══ Material for this exercise ══
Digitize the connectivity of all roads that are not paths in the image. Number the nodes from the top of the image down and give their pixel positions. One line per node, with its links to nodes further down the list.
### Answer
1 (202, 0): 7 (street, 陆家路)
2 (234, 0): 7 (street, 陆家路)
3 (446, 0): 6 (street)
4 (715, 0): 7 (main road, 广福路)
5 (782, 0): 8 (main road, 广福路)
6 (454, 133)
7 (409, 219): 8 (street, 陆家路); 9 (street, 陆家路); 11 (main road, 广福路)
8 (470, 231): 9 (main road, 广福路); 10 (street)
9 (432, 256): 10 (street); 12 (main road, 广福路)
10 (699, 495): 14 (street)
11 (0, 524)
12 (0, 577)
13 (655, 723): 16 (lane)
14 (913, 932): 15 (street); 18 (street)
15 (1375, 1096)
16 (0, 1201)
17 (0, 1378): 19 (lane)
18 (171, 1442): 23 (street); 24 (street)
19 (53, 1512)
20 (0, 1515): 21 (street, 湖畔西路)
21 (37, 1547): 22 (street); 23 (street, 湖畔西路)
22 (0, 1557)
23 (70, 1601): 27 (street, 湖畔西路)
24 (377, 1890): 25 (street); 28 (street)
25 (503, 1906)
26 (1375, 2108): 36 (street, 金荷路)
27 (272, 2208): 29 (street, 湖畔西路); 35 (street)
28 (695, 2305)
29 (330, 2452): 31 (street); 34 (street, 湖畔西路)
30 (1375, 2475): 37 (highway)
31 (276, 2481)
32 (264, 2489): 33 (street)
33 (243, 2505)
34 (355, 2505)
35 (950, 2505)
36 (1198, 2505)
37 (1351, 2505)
═══
■ What you need to do
Read through the entries above and copy each line that has the string "湖畔西路" in it.

■ Output of the exercise
20 (0, 1515): 21 (street, 湖畔西路)
21 (37, 1547): 22 (street); 23 (street, 湖畔西路)
23 (70, 1601): 27 (street, 湖畔西路)
27 (272, 2208): 29 (street, 湖畔西路); 35 (street)
29 (330, 2452): 31 (street); 34 (street, 湖畔西路)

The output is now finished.